== Prompt ==
The lines you return should be those containing the string "main", taken from the data below.

+++ Exercise data +++

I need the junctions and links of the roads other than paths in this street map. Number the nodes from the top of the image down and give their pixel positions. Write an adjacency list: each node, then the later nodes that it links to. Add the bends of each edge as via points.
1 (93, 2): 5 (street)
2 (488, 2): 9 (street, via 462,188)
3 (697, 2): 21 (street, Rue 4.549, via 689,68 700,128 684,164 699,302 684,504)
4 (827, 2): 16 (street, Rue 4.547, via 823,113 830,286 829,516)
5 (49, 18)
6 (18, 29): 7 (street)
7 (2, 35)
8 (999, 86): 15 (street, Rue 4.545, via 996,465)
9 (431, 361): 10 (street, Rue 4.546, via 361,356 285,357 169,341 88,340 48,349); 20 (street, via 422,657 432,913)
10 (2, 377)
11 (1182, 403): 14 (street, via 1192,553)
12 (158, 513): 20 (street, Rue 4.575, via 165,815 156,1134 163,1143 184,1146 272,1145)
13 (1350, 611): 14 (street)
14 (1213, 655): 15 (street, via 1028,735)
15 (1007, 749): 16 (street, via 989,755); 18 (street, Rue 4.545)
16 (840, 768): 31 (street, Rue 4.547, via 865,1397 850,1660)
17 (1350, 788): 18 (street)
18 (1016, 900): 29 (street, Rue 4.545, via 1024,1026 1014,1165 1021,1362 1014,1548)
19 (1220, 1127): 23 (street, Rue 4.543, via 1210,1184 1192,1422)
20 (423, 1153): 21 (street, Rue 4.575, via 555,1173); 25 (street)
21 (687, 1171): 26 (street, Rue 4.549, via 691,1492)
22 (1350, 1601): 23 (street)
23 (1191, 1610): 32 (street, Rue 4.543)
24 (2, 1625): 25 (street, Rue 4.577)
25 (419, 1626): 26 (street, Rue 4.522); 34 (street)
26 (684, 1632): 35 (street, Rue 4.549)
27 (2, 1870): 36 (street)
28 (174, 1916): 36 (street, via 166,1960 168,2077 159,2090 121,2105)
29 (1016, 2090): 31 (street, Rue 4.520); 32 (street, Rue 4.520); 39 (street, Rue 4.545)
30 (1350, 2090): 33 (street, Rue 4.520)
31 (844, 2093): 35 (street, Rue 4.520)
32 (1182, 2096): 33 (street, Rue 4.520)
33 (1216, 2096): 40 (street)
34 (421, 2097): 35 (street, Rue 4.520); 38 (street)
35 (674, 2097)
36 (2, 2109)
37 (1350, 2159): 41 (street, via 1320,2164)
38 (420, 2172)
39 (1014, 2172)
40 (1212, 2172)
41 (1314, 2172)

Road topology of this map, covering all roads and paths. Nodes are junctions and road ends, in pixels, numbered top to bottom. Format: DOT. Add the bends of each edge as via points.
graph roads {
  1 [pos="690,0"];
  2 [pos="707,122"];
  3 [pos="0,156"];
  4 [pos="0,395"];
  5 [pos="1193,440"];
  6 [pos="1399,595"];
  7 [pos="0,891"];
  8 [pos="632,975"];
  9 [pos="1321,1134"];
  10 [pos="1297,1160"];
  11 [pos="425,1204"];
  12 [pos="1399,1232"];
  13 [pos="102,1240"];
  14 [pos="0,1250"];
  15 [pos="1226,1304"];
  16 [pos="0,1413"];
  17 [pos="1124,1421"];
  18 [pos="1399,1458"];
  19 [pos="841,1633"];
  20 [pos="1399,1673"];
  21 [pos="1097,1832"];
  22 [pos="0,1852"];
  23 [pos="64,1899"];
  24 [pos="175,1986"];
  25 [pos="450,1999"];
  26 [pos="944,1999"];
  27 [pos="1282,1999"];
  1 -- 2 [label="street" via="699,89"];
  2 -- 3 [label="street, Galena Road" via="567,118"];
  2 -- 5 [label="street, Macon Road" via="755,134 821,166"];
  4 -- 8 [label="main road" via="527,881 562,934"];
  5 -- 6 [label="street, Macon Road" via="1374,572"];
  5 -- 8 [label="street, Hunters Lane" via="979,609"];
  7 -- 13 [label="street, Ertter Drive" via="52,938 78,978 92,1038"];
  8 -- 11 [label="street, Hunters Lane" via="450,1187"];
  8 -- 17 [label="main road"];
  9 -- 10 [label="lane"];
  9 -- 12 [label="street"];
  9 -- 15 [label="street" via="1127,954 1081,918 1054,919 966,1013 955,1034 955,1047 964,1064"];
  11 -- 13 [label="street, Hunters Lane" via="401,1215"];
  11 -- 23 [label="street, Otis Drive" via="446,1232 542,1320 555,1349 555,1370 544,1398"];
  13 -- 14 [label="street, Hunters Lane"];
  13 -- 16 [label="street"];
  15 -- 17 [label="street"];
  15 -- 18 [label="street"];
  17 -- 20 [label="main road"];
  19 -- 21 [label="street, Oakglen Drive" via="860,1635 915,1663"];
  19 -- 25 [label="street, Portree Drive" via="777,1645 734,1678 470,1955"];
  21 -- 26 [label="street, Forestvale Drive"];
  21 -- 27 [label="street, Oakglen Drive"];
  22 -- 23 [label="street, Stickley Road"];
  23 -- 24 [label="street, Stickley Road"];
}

+++

== Result ==
  4 -- 8 [label="main road" via="527,881 562,934"];
  8 -- 17 [label="main road"];
  17 -- 20 [label="main road"];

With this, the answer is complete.